• **Work order**
Below are the records; reproduce all of them exactly but without any images.

• **Stored data**
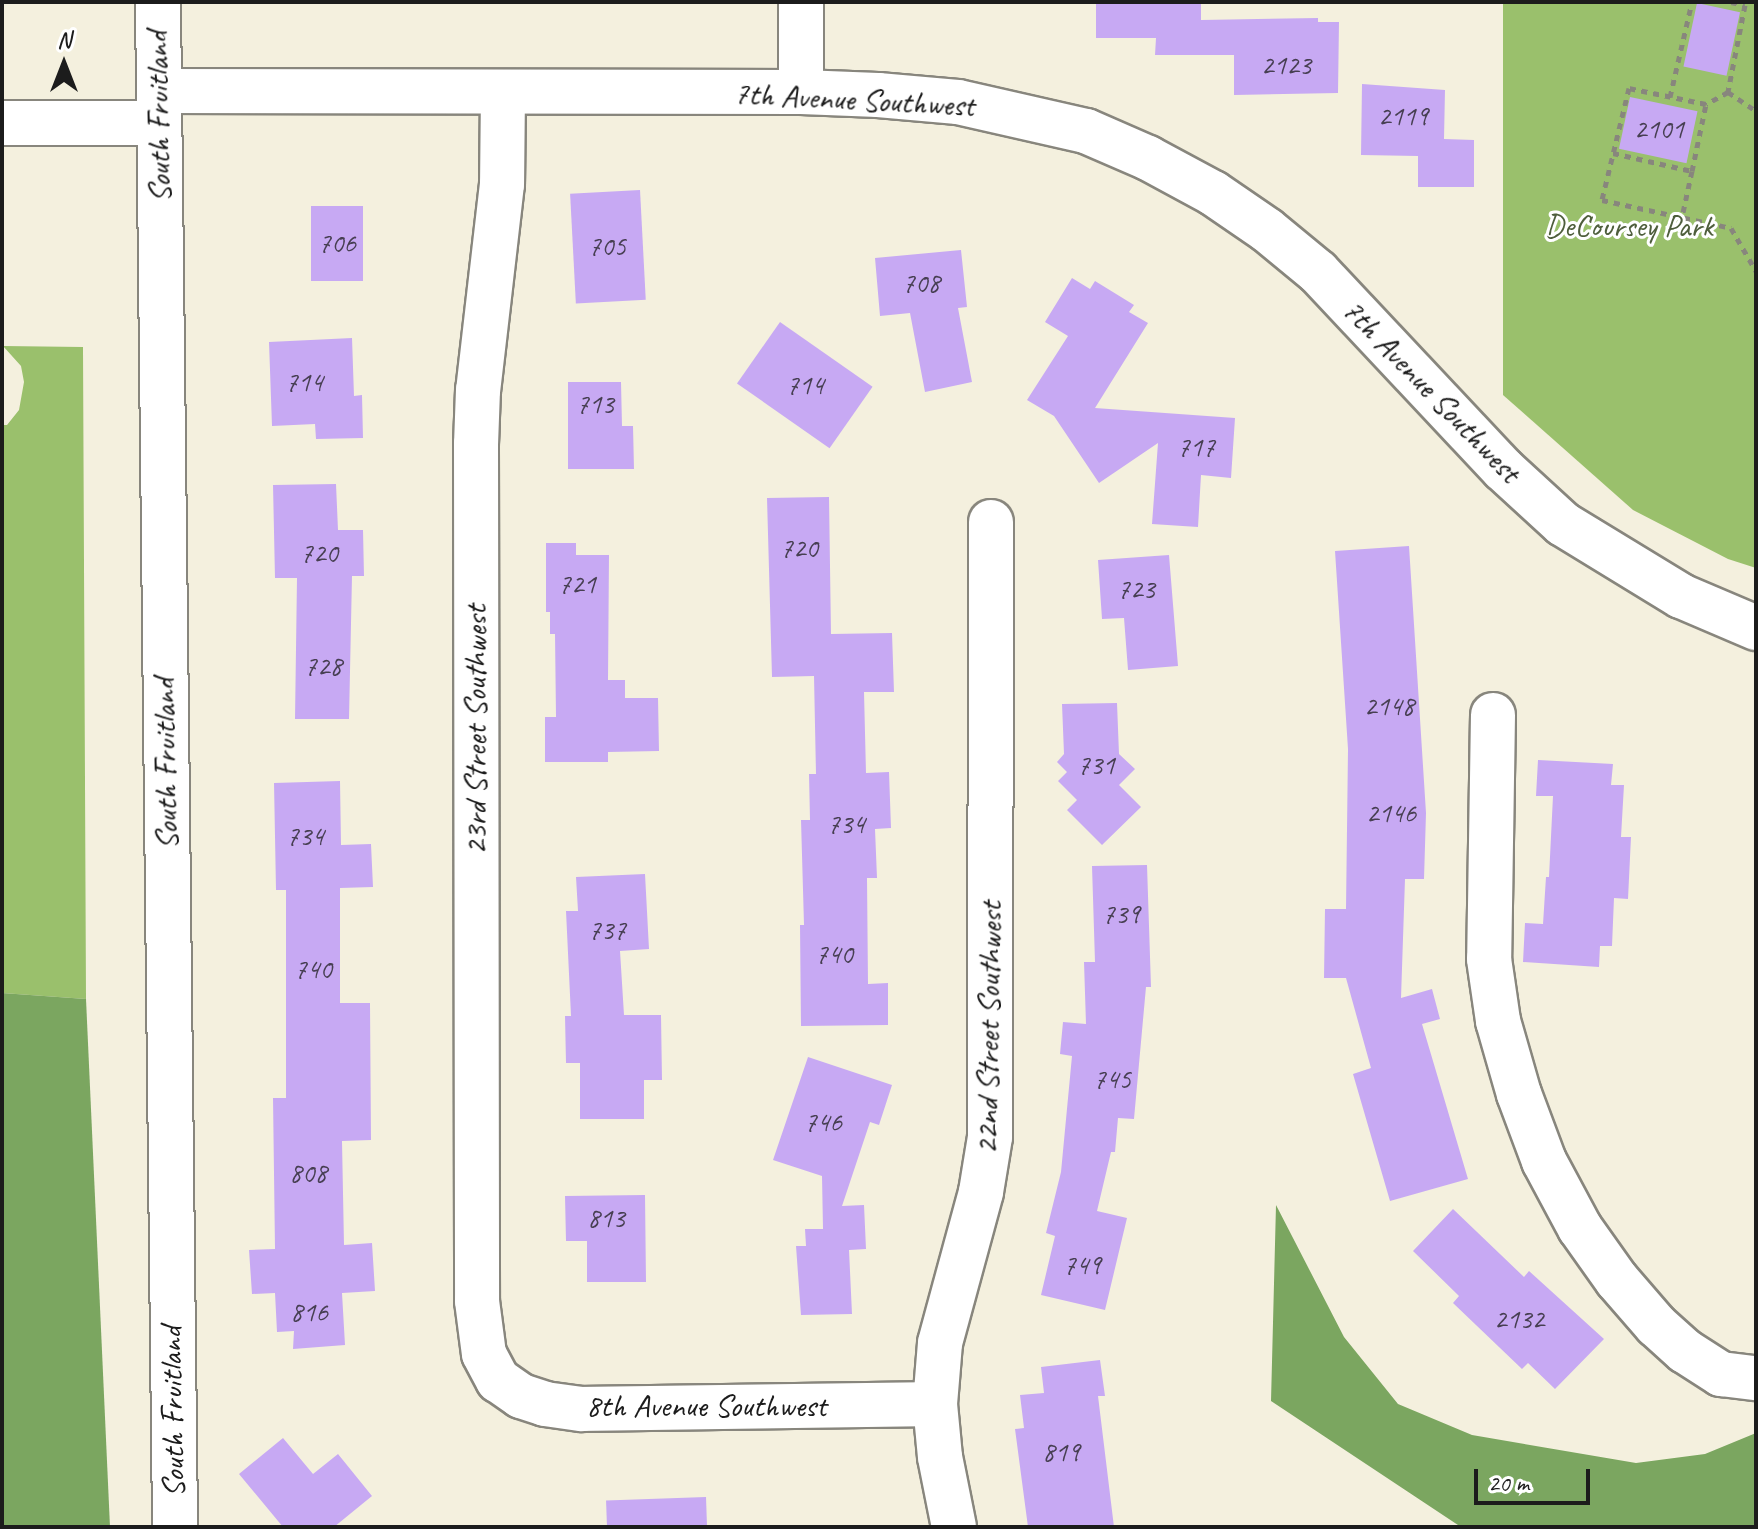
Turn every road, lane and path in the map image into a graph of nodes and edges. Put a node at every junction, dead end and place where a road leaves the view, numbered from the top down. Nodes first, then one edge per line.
1 (158, 2) edge
2 (801, 2) edge
3 (1692, 2) edge
4 (1731, 2) edge
5 (503, 92) junction
6 (801, 92) junction
7 (1728, 92) junction
8 (1670, 97) junction
9 (1706, 104) junction
10 (159, 107) junction
11 (1756, 111) edge
12 (2, 123) edge
13 (1613, 153) junction
14 (1692, 171) junction
15 (1682, 217) junction
16 (1756, 271) edge
17 (991, 522) dead end
18 (1756, 628) edge
19 (1493, 715) dead end
20 (490, 1369) joint
21 (1756, 1378) edge
22 (935, 1404) junction
23 (175, 1527) edge
24 (954, 1527) edge

1 - 10 street, South Fruitland
2 - 6 street
3 - 8 path
4 - 7 path
5 - 6 street, 7th Avenue Southwest
5 - 10 street, 7th Avenue Southwest
5 - 20 street, 23rd Street Southwest
6 - 18 street, 7th Avenue Southwest
7 - 9 path
7 - 11 path
8 - 9 path
8 - 13 path
9 - 14 path
10 - 12 street, 7th Avenue Southwest
10 - 23 street, South Fruitland
13 - 14 path
13 - 15 path
14 - 15 path
15 - 16 path
17 - 22 street, 22nd Street Southwest
19 - 21 street
20 - 22 street, 8th Avenue Southwest
22 - 24 street, 22nd Street Southwest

• **Exercise result**
Turn every road, lane and path in the map image into a graph of nodes and edges. Put a node at every junction, dead end and place where a road leaves the view, numbered from the top down. Nodes first, then one edge per line.
1 (158, 2) edge
2 (801, 2) edge
3 (1692, 2) edge
4 (1731, 2) edge
5 (503, 92) junction
6 (801, 92) junction
7 (1728, 92) junction
8 (1670, 97) junction
9 (1706, 104) junction
10 (159, 107) junction
11 (1756, 111) edge
12 (2, 123) edge
13 (1613, 153) junction
14 (1692, 171) junction
15 (1682, 217) junction
16 (1756, 271) edge
17 (991, 522) dead end
18 (1756, 628) edge
19 (1493, 715) dead end
20 (490, 1369) joint
21 (1756, 1378) edge
22 (935, 1404) junction
23 (175, 1527) edge
24 (954, 1527) edge

1 - 10 street, South Fruitland
2 - 6 street
3 - 8 path
4 - 7 path
5 - 6 street, 7th Avenue Southwest
5 - 10 street, 7th Avenue Southwest
5 - 20 street, 23rd Street Southwest
6 - 18 street, 7th Avenue Southwest
7 - 9 path
7 - 11 path
8 - 9 path
8 - 13 path
9 - 14 path
10 - 12 street, 7th Avenue Southwest
10 - 23 street, South Fruitland
13 - 14 path
13 - 15 path
14 - 15 path
15 - 16 path
17 - 22 street, 22nd Street Southwest
19 - 21 street
20 - 22 street, 8th Avenue Southwest
22 - 24 street, 22nd Street Southwest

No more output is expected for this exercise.